Wednesday, March 21, 2007

Aristophanes' The Birds Culture Clashed

Michael Sedano

It’s no use comparing Aristophanes’ The Birds to Culture Clash’s adaptation. Instead, sit back and enjoy the show. It’s an event of pure entertainment and promise.

In Aristophanes’ plot, a pair of city guys stumble upon a place where birds talk and think. The birds aren’t too bright and in short order give over control of their ideal city in the clouds, Cloud Cuckoo Land. Outsiders promptly come calling wanting a piece of the action. They are taunted, tormented, or whipped off stage for their labors. Cloud Cuckoo Land becomes more powerful than Olympus, forcing the old gods to send a trio to negotiate a settlement. The gods capitulate totally to the man-bird new order and give up Zeus’ girlfriend in the bargain.

Culture Clash keeps the basic absurdities of Aristophanes’ fantastic plot, then populates Cloud Cuckoo Land with 21st century characters like Dick Cheney, Antonio Villaraigosa, and the frenetic pace of high teatro. Costumers Herbert Siguenza and Christina Wright manage to put feathers on shoulders without looking silly, and Francisco Hernandez does a great job littering the stage with large balloons so they float about the actors’ feet as in billowing clouds.

The highlight of the performance comes as the messengers from the gods come to petition for peace. It’s a sombreroed Emiliano Zapata, camel trenchcoated John Lennon, and a hunched Mother Teresa. Plus, it’s the three Marx Brothers, Groucho Zapata, Chico Lennon, and Harpo Mother T, who communicates solely by bulb horn. Chico doesn’t have a piano solo, but we get Harpo shaking hands with his knee in a slick piece of kinetic artistry. The Marx Brothers tribute doesn’t miss a beat and is the strongest argument for recording live theatre.

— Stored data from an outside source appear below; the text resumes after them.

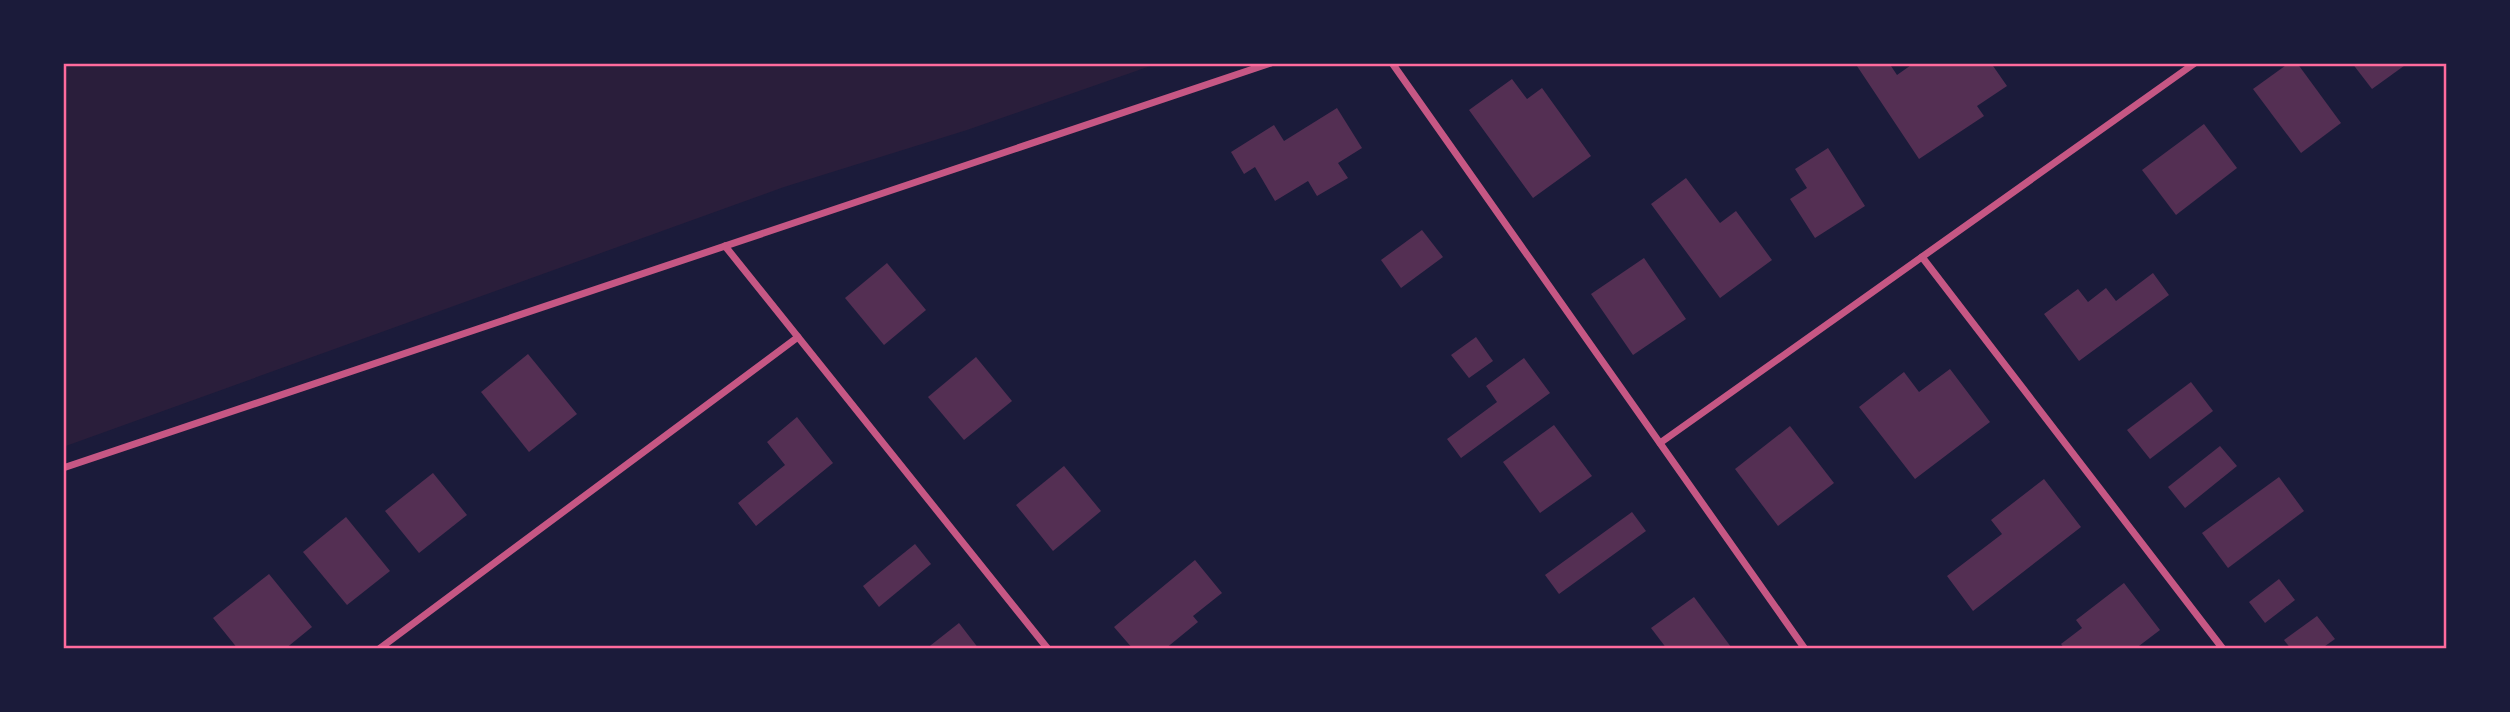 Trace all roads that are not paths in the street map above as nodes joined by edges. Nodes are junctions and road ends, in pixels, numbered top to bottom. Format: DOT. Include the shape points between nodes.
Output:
graph roads {
  1 [pos="1271,63"];
  2 [pos="1392,63"];
  3 [pos="2195,63"];
  4 [pos="724,246"];
  5 [pos="1922,257"];
  6 [pos="798,337"];
  7 [pos="1660,443"];
  8 [pos="63,468"];
  9 [pos="379,649"];
  10 [pos="1048,649"];
  11 [pos="1805,649"];
  12 [pos="2223,649"];
  1 -- 4 [label="street"];
  2 -- 7 [label="street"];
  3 -- 5 [label="street"];
  4 -- 6 [label="street"];
  4 -- 8 [label="street"];
  5 -- 7 [label="street"];
  5 -- 12 [label="street"];
  6 -- 9 [label="street"];
  6 -- 10 [label="street"];
  7 -- 11 [label="street"];
}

Director Richard Montoya for Culture Clash Collective peoples his Chorus with musicians, singers and dancers, and a white baby grand piano, played by composer Michael Roth. Eclecticism is its own reward must be Roth’s credo. Roth covers a gamut from Broadway to wild dances when everyone save the piano weaves across the multi-level stage. Jennifer Sanchez deserves her credit as Movement Consultant. Watching her cast members stay in bird character through their every movement on stage added a delicious texture to the action. Every movement was consequential. Brava!

Much as it would be fun to see the performance in the open air amphitheater, the auditorium at the Getty Center is ideal for this Culture Clash performance. With the performing space only a few inches from the audience, two steps transfers the action quickly from the stage to the aisle for some one-on-one interaction, then a pursuit across the middle row where Montoya pauses to get hugs and kisses from delighted ticket holders.

The Birds is presented as an elaborate reader’s theatre. The players stand with one hand engaged in the scene, the other holding the script. Actors read their lines from the printed script and “walk” their way through the scene. They are beautifully mic’d so words reach the audience clearly. Dakin Matthews consumes every scene written for him. Saturday afternoon people in the audience booed the actor on his first curtain call. The second bow, Montoya reminded gente Matthews plays the role, and the full house cheered.

Culture Clash presented The Birds in conjunction with the Getty Villa and its Villa Theater Lab program. Laurel Kishi and Ralph Flores and the Villa Theater Lab Staff are doing a great service for Los Angeles theater goers, putting a staged reading like this “on the road” but not so far that its record-speed ticket giveaway might not catch attention further east. Perhaps audiences will one day soon see Culture Clash’s The Birds on the Mark Taper Main Stage?

There's the Tuesday column on Wednesday. See you next Tuesday, the 27th of March, the eve of April showers.


1 comment:

Lisa Alvarado said...

Michael, this review is as good as it gets. You're able to take us with you, despite the ineffable nauture of performance and really give us a sense of waht CC accomplished, and sadly, what we missed.